走って来たのだろう、制服は乱れ、息はかなり上がっている。自慢の髪にも若干の乱れが伺えた。
「どうしたの?こんな時間に」
「いや、あの………ごめん」
「何が?」
謝られる意味がわからずに首を傾げていると、切原は赤い顔をさらに赤くして何かを突き出してきた。
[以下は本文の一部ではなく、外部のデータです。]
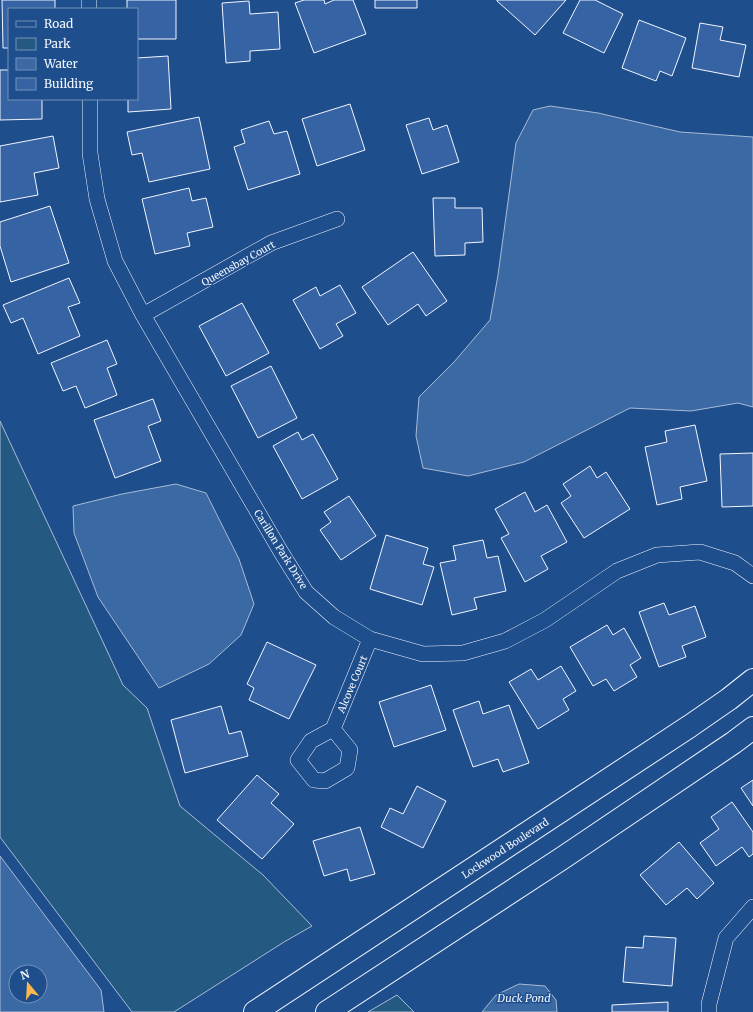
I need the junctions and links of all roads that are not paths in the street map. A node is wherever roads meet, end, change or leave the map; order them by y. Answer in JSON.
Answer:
{"nodes":[{"id":1,"x":90,"y":100,"type":"edge"},
{"id":2,"x":337,"y":219,"type":"dead end"},
{"id":3,"x":143,"y":315,"type":"junction"},
{"id":4,"x":753,"y":576,"type":"edge"},
{"id":5,"x":370,"y":640,"type":"junction"},
{"id":6,"x":753,"y":680,"type":"edge"},
{"id":7,"x":753,"y":728,"type":"edge"},
{"id":8,"x":333,"y":729,"type":"dead end"},
{"id":9,"x":753,"y":908,"type":"edge"},
{"id":10,"x":255,"y":1012,"type":"edge"},
{"id":11,"x":326,"y":1012,"type":"edge"},
{"id":12,"x":709,"y":1012,"type":"edge"}],
"edges":[{"from":1,"to":3,"type":"street","name":"Carillon Park Drive"},
{"from":2,"to":3,"type":"street","name":"Queensbay Court"},
{"from":3,"to":5,"type":"street","name":"Carillon Park Drive"},
{"from":4,"to":5,"type":"street","name":"Carillon Park Drive"},
{"from":5,"to":8,"type":"street","name":"Alcove Court"},
{"from":6,"to":10,"type":"main road","name":"Lockwood Boulevard"},
{"from":7,"to":11,"type":"main road"},
{"from":9,"to":12,"type":"street"}]}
受け取って開けるか開けないか悩んでいたらひたすら見つけてくる切原と視線が合う。
開けろってか。
玄関から出てドアを閉めると、手に持った青い小さな袋を閉じていたセロハンテープを剥がした。
「…わ」
思わず声が出た。
入っていたのは黄色い小さな花が連なる形でデザインされたブレスレットだった。
「こないだ誕生日だったから…」
聞き取りにくい小さな言葉が身体中に染みる。
悔しいことに、嬉しかった。
「意外…覚えてたか」
「んなっ」
「ありがとう」
大切にする、とまで素直に言えないけど。きっと伝わっているだろう、だって切原が嬉しそうに笑ったから。
「単純…だなぁ」
「はあ?」
「私が」
「わっかんねぇ…」
「わかんなくていいんだって」
不安になるのも、不安を消したのも切原だ。私は多分、自分が思っていたほど冷めてない。
「ま、いいや。つか腹減ったんだけど」
「食べてく?」
「マジで?!何々?」
「ビーフシチュー」
「やりぃっ」
ガッツポーズを取ると慣れた様子で玄関を開けて「おっじゃましまーす」と中に入っていく。
いつもの光景だな。
音子はそっとブレスレットを撫でた。